The cast does a great job capturing Chehkov’s different characters and exploring the multitude of relationships they have with one another. The play lacks a lovable lead; each character’s failings hurt their loved ones and steer the direction of the play. The actors’ challenge was to present the emotions and vulnerability of each of the characters so the audience could empathize with them in spite of their faults.
This problem creating sympathetic characters comes from working with Chekhov’s difficult text. The dialogue between characters uses imagery, poetry and philosophy more often than natural speech. “I’m an educated man, I read books, but I cannot understand the direction I myself want to go—whether to live or to shoot myself, as it were,” says the bookkeeper Yepihodov, played by James Joesph, in the middle of a conversation about foreign travel. “So, in case, I always carry a revolver about with me. Here it is.” Speeches like this, featuring oddly personal anecdotes and non-sequiturs, make Chekhov’s style distinct and beautiful. However, the director and cast are confronted by awkward moments where a character’s dialogue simply does not seem realistic. These instances are tackled well for the most part, but occasionally the choice is made to play a line as if it were normal speech, and it doesn’t come off as convincing.

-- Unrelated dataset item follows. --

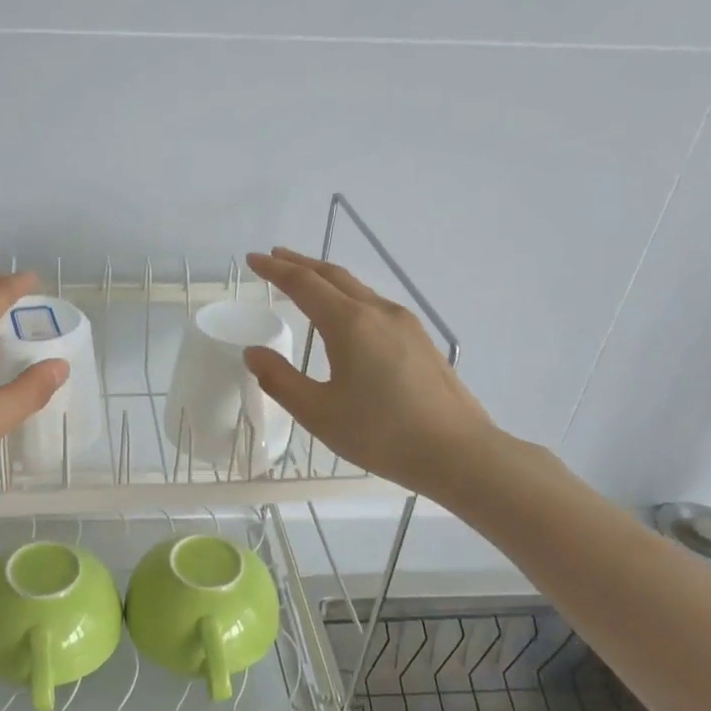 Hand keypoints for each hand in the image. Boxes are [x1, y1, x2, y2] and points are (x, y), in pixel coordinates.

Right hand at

Strawdog’s translation of Chekhov’s text is unique and interesting in its own right. Cherry Orchard is very much rooted in early 20th-century Russian thought: The impact of the emancipation of the serfs, the role of the intelligentsia, and the position of Russia in the international world are all central to the play. But translator Curt Columbus’s use of modern colloquial language such as “hick,” “what’s up,” and “get the hell out,” and director Kimberly Senior’s artistic style, scrapping the Russian accents and including contemporary music in the intermission, combine to create a contemporary feel to the work. “When Chekhov sat down to write Cherry Orchard, I sincerely doubt he whipped out his quill and said, ‘Now I will write a dusty classic!’” wrote Senior in the director’s note. “Maybe the bridge that extends from provincial Russia in 1904 to Chicago in 2009 isn’t as crumbled as we might think.”